La pasión de Cristo no se limita a la Semana Mayor, como muchos suelen creerlo, puesto que la pasión de Dios por el hombre comienza en el Génesis al prometer un redentor y continúa manifestándose crecientemente a través de apasionadas declaraciones y acciones divinas a favor de su pueblo a lo largo de todo el Antiguo Testamento, hasta la venida del Señor Jesucristo, expresión suprema de esta pasión. Por eso Max Lucado sostenía que: “La creación más grande de Dios es su plan para llegar a sus hijos. El cielo y la tierra no conocen una pasión mayor”. Como tal, la pasión de Dios por el hombre es inextinguible, como un fuego que no se apaga, a semejanza del que permanecía siempre encendido sobre el altar de los sacrificios: “El fuego sobre el altar no deberá apagarse nunca; siempre deberá estar encendido” (Levítico 6:13). Y es que, como lo decía Bárbara de Angelis: “Lo que nos atrapa es la pasión”. En efecto, la conversión nos lleva a adquirir conciencia de esto y nos faculta para comprender, apreciar y agradecer la pasión de Dios por nosotros, encendiendo en nosotros una pasión correspondiente por Él que nos debería llevar a vivir nuestra fe de manera apasionada, como Dios lo amerita, sirviéndole “… con el fervor que da el Espíritu” (Romanos 12:11).

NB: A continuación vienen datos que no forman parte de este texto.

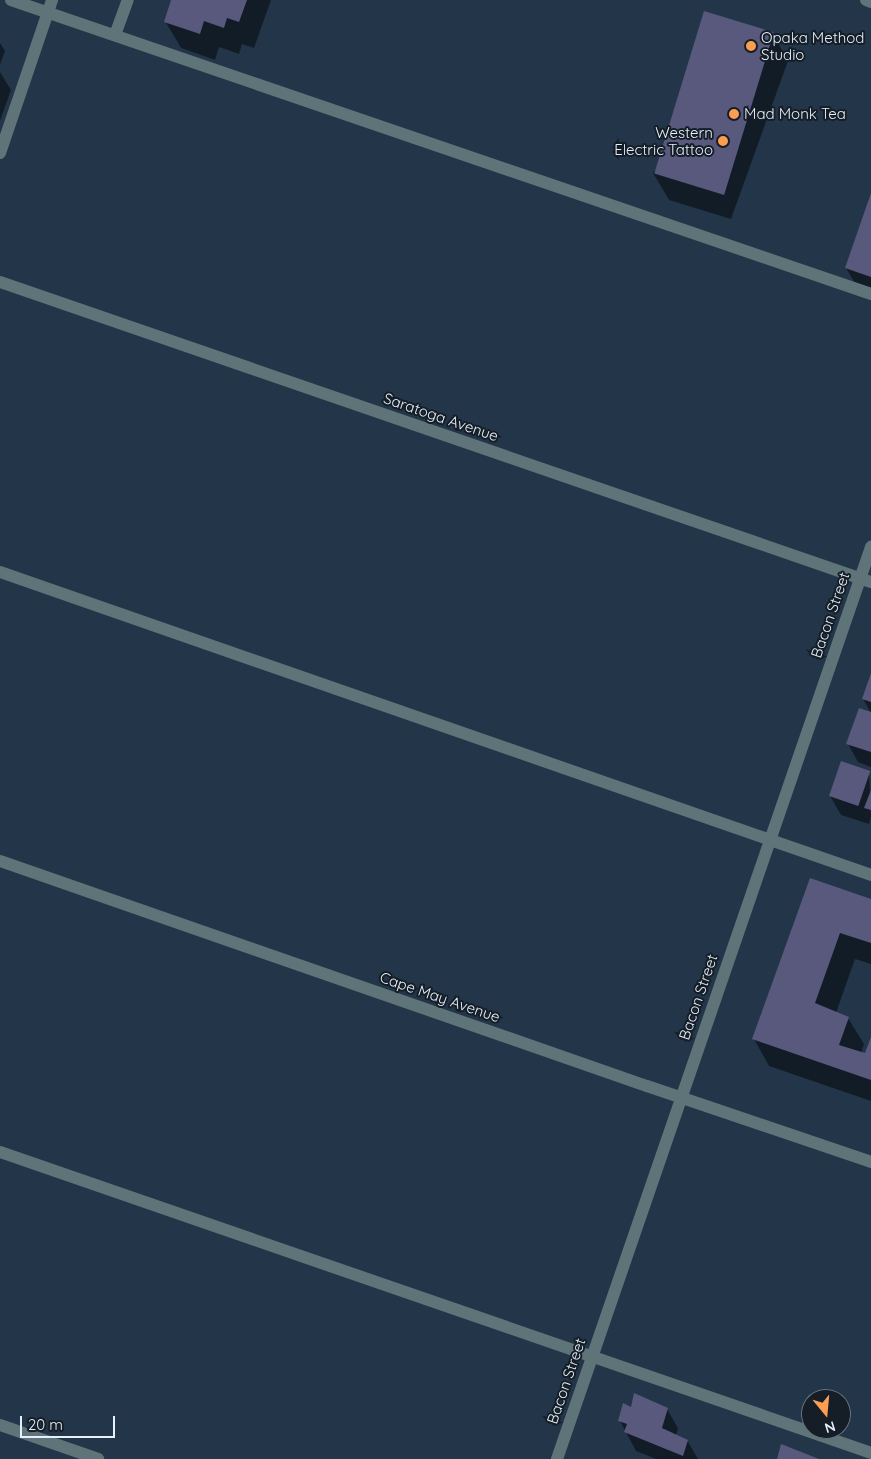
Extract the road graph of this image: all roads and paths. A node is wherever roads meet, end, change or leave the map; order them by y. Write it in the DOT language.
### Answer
graph roads {
  1 [pos="11,0"];
  2 [pos="52,0"];
  3 [pos="128,0"];
  4 [pos="866,0"];
  5 [pos="871,2"];
  6 [pos="48,12"];
  7 [pos="115,35"];
  8 [pos="0,153"];
  9 [pos="0,282"];
  10 [pos="871,294"];
  11 [pos="871,547"];
  12 [pos="0,572"];
  13 [pos="866,580"];
  14 [pos="769,840"];
  15 [pos="0,861"];
  16 [pos="871,875"];
  17 [pos="681,1097"];
  18 [pos="0,1152"];
  19 [pos="871,1162"];
  20 [pos="591,1358"];
  21 [pos="0,1425"];
  22 [pos="871,1453"];
  23 [pos="98,1459"];
  24 [pos="557,1459"];
  1 -- 6 [label="street"];
  2 -- 6 [label="street"];
  3 -- 7 [label="street"];
  4 -- 5 [label="street"];
  6 -- 7 [label="street"];
  6 -- 8 [label="street"];
  7 -- 10 [label="street"];
  9 -- 13 [label="street, Saratoga Avenue"];
  11 -- 13 [label="street, Bacon Street"];
  12 -- 14 [label="street"];
  13 -- 14 [label="street, Bacon Street"];
  14 -- 16 [label="street"];
  14 -- 17 [label="street, Bacon Street"];
  15 -- 17 [label="street, Cape May Avenue"];
  17 -- 19 [label="street, Cape May Avenue"];
  17 -- 20 [label="street, Bacon Street"];
  18 -- 20 [label="street"];
  20 -- 22 [label="street"];
  20 -- 24 [label="street, Bacon Street"];
  21 -- 23 [label="street"];
}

Un fervor que no es pasional, pues no es una reacción explosiva, desbordada, desordenada ni caprichosa, limitada a los momentos de emoción religiosa incontrolable propios del entorno pentecostal, sino una pasión dosificada, continua y creciente de consagración, comunión y obediencia a Dios a lo largo de toda la vida
El fuego no deberá apagarse nunca
"El fuego permanentemente encendido en el altar del sacrificio evoca la permanencia de la pasión de Dios por el creyente y la del creyente por Dios”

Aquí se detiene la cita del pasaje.